TASK TO CARRY OUT:
Repeat each entry below exactly, omitting any picture it holds.

[Stored data]
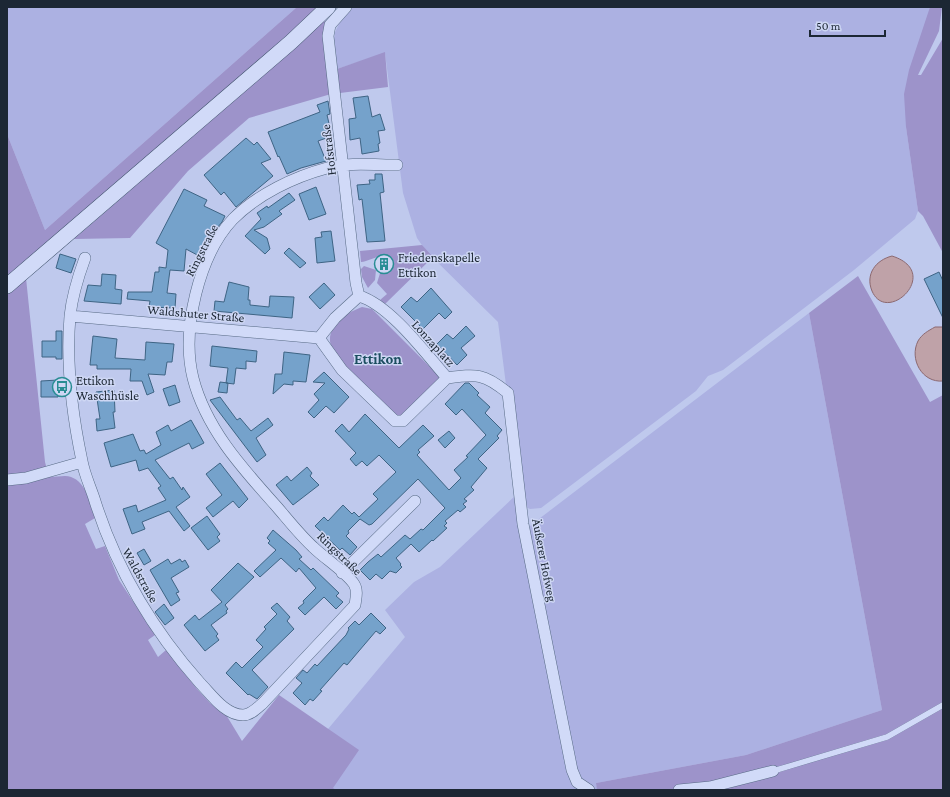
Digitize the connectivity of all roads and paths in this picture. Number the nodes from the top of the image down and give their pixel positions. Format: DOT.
graph roads {
  1 [pos="328,7"];
  2 [pos="346,7"];
  3 [pos="397,165"];
  4 [pos="344,166"];
  5 [pos="85,258"];
  6 [pos="7,286"];
  7 [pos="359,296"];
  8 [pos="70,316"];
  9 [pos="190,326"];
  10 [pos="319,338"];
  11 [pos="447,378"];
  12 [pos="82,462"];
  13 [pos="7,480"];
  14 [pos="415,501"];
  15 [pos="342,573"];
  16 [pos="355,605"];
  17 [pos="943,705"];
  18 [pos="773,771"];
  19 [pos="589,790"];
  20 [pos="679,790"];
  1 -- 6 [label="main road"];
  2 -- 4 [label="street, Hofstraße"];
  3 -- 4 [label="street, Ringstraße"];
  4 -- 7 [label="street, Hofstraße"];
  4 -- 9 [label="street, Ringstraße"];
  5 -- 8 [label="street, Waldstraße"];
  7 -- 10 [label="street"];
  7 -- 11 [label="street, Lonzaplatz"];
  8 -- 9 [label="street, Waldshuter Straße"];
  8 -- 12 [label="street, Waldstraße"];
  9 -- 10 [label="street, Waldshuter Straße"];
  9 -- 15 [label="street, Ringstraße"];
  10 -- 11 [label="street, Lonzaplatz"];
  11 -- 19 [label="street, Äußerer Hofweg"];
  12 -- 13 [label="street"];
  12 -- 16 [label="street, Waldstraße"];
  14 -- 15 [label="street"];
  15 -- 16 [label="street, Ringstraße"];
  17 -- 18 [label="lane"];
  18 -- 20 [label="street"];
}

RESULT:
Digitize the connectivity of all roads and paths in this picture. Number the nodes from the top of the image down and give their pixel positions. Format: DOT.
graph roads {
  1 [pos="328,7"];
  2 [pos="346,7"];
  3 [pos="397,165"];
  4 [pos="344,166"];
  5 [pos="85,258"];
  6 [pos="7,286"];
  7 [pos="359,296"];
  8 [pos="70,316"];
  9 [pos="190,326"];
  10 [pos="319,338"];
  11 [pos="447,378"];
  12 [pos="82,462"];
  13 [pos="7,480"];
  14 [pos="415,501"];
  15 [pos="342,573"];
  16 [pos="355,605"];
  17 [pos="943,705"];
  18 [pos="773,771"];
  19 [pos="589,790"];
  20 [pos="679,790"];
  1 -- 6 [label="main road"];
  2 -- 4 [label="street, Hofstraße"];
  3 -- 4 [label="street, Ringstraße"];
  4 -- 7 [label="street, Hofstraße"];
  4 -- 9 [label="street, Ringstraße"];
  5 -- 8 [label="street, Waldstraße"];
  7 -- 10 [label="street"];
  7 -- 11 [label="street, Lonzaplatz"];
  8 -- 9 [label="street, Waldshuter Straße"];
  8 -- 12 [label="street, Waldstraße"];
  9 -- 10 [label="street, Waldshuter Straße"];
  9 -- 15 [label="street, Ringstraße"];
  10 -- 11 [label="street, Lonzaplatz"];
  11 -- 19 [label="street, Äußerer Hofweg"];
  12 -- 13 [label="street"];
  12 -- 16 [label="street, Waldstraße"];
  14 -- 15 [label="street"];
  15 -- 16 [label="street, Ringstraße"];
  17 -- 18 [label="lane"];
  18 -- 20 [label="street"];
}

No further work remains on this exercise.